A peine l'autre le remarqua qu'il s'arrêta, le regardant, prenant une pose hautaine. Deuxième dégoût. Qui était bien ce type pour vouloir le rendre d'un seul regard au même niveau qu'un gueux ? L'Heinrich aux sourcils froncés serra un peu plus les dents, les muscles de ses joues se crispèrent, son regard se ferma davantage. L'oiseau qui se posait sur l'épaule de cet inconnu cria puis vint s'envoler pour s'approcher de l'artiste. On eut dit un chien qui aboie au passant parce qu'il pose le regard sur son maître. Il vint voleter quelques instants autour de son visage, le regardant étrangement. Un muscle de sa joue se contracta un instant, entamant une grimace fugace. On eut dit que l'oiseau était humain.
Un mouvement derrière le volatile vint détourner son attention. Le blafard avait fait quelques pas, s'approchant. Leurs regards se croisèrent. A cette distance, il put distinguer leur couleur. Rouge. Immonde. Un rouge assombrit par le tumulte céleste. Un rouge que les noirs nuages en mouvement rendaient dansant, vivant comme si seule cette teinte pouvait exprimer les sentiments de ce visage de talc.
Heinrich levait la tête, comme souvent, étant le plus petit, étant assis au sol.
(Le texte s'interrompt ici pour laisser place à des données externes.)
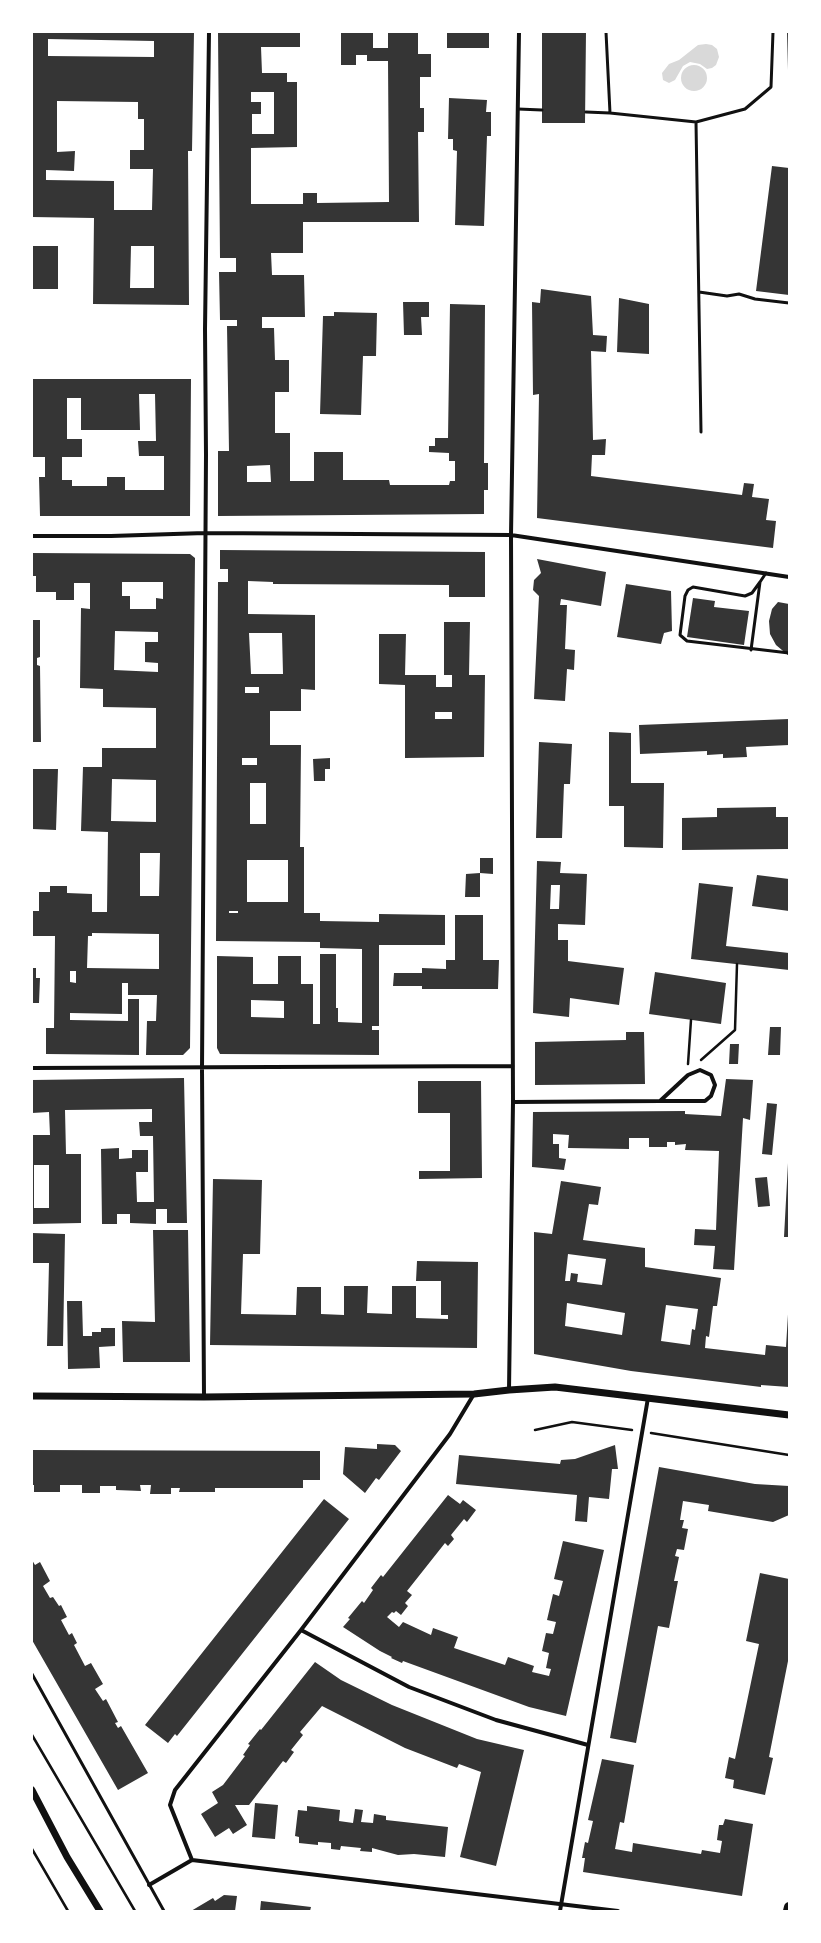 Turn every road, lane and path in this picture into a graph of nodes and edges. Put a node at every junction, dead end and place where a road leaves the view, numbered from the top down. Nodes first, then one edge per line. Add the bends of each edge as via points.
1 (209, 32) edge
2 (519, 32) edge
3 (606, 32) edge
4 (773, 32) edge
5 (518, 109) junction
6 (542, 110) dead end
7 (586, 112) dead end
8 (610, 113) junction
9 (696, 122) junction
10 (699, 292) junction
11 (789, 303) edge
12 (701, 432) dead end
13 (205, 533) junction
14 (32, 536) edge
15 (511, 536) junction
16 (766, 573) junction
17 (789, 577) edge
18 (760, 582) junction
19 (751, 650) junction
20 (789, 653) edge
21 (737, 964) dead end
22 (691, 1020) dead end
23 (513, 1066) junction
24 (32, 1068) edge
25 (202, 1068) junction
26 (688, 1075) junction
27 (660, 1101) junction
28 (514, 1102) junction
29 (509, 1390) junction
30 (474, 1394) junction
31 (32, 1396) edge
32 (41, 1396) junction
33 (204, 1397) junction
34 (648, 1398) junction
35 (32, 1400) edge
36 (789, 1416) edge
37 (535, 1430) dead end
38 (643, 1431) junction
39 (789, 1455) edge
40 (301, 1630) junction
41 (32, 1674) edge
42 (32, 1735) edge
43 (588, 1745) junction
44 (32, 1790) edge
45 (32, 1849) edge
46 (192, 1860) junction
47 (149, 1885) junction
48 (560, 1903) junction
49 (789, 1907) edge
50 (68, 1911) edge
51 (100, 1911) edge
52 (135, 1911) edge
53 (164, 1911) edge
54 (560, 1911) edge
55 (618, 1911) edge
56 (788, 1911) edge

1 - 13 street
2 - 5 street
3 - 8 lane
4 - 9 lane via 771,87 745,109
5 - 6 lane
5 - 15 street
7 - 8 lane
8 - 9 lane
9 - 10 lane
10 - 11 lane via 728,296 739,294 755,299
10 - 12 lane
13 - 14 street
13 - 15 street
13 - 25 street
15 - 16 street
15 - 23 street
16 - 17 street
16 - 18 lane
18 - 19 lane
18 - 19 lane via 752,593 745,596 693,587 685,596 680,635 683,639
19 - 20 lane
21 - 26 path via 735,1030
22 - 26 path
23 - 25 street
23 - 28 street
24 - 25 street
25 - 33 street
26 - 27 street
26 - 27 street via 700,1070 711,1075 715,1084 711,1096 705,1101
27 - 28 street
28 - 29 street
29 - 30 street
29 - 34 street via 554,1388
30 - 33 street
30 - 40 street via 450,1434
31 - 32 street
32 - 33 street
32 - 35 street
34 - 36 street
34 - 38 street
37 - 38 path via 572,1422
38 - 39 path
38 - 43 street
40 - 43 street via 409,1687 496,1720
40 - 46 street via 175,1790 170,1805
41 - 47 lane
42 - 52 path
43 - 48 street
44 - 51 street
45 - 50 path
46 - 47 street
46 - 48 street
47 - 53 lane
48 - 54 street
48 - 55 street
49 - 56 main road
Il levait la tête mais se redressait un peu, sa naissance aristocratique se manifestant, se révoltant devant le regard qui lui avait été lancé. Un port un peu altier ne lui ferait pas de mal. Artiste certes mais de sang bleu. Les regards électrisaient un ciel tremblant d'un orage prochain. Et vint, finalement, une voix rompant ce silence aussi pesant que l'atmosphère, un silence qu'Heinrich aurai bien voulu garder inaltéré.
Deux mots. Une question. Une insolence.
Et bien ? Heinrich se sentait offensé. Et bien ? On eut dit un petit propriétaire de campagne attendant des excuses parce qu'un vulgaire pouilleux avait posé le tiers du quart d'un orteil sur son domaine. Et bien ? Voulait-il un droit de passage, peut-être ? Et bien ? Voulait-il son cul plutôt ? Et bien ? Et bien non. Ses mâchoires closes à s'en disloquer les canines se relâchèrent un instant. Un sourire mi mesquin mi obscur vint déplacer ses lèvres.
"Sous le ciel et sous le soleil à vous aussi, étranger"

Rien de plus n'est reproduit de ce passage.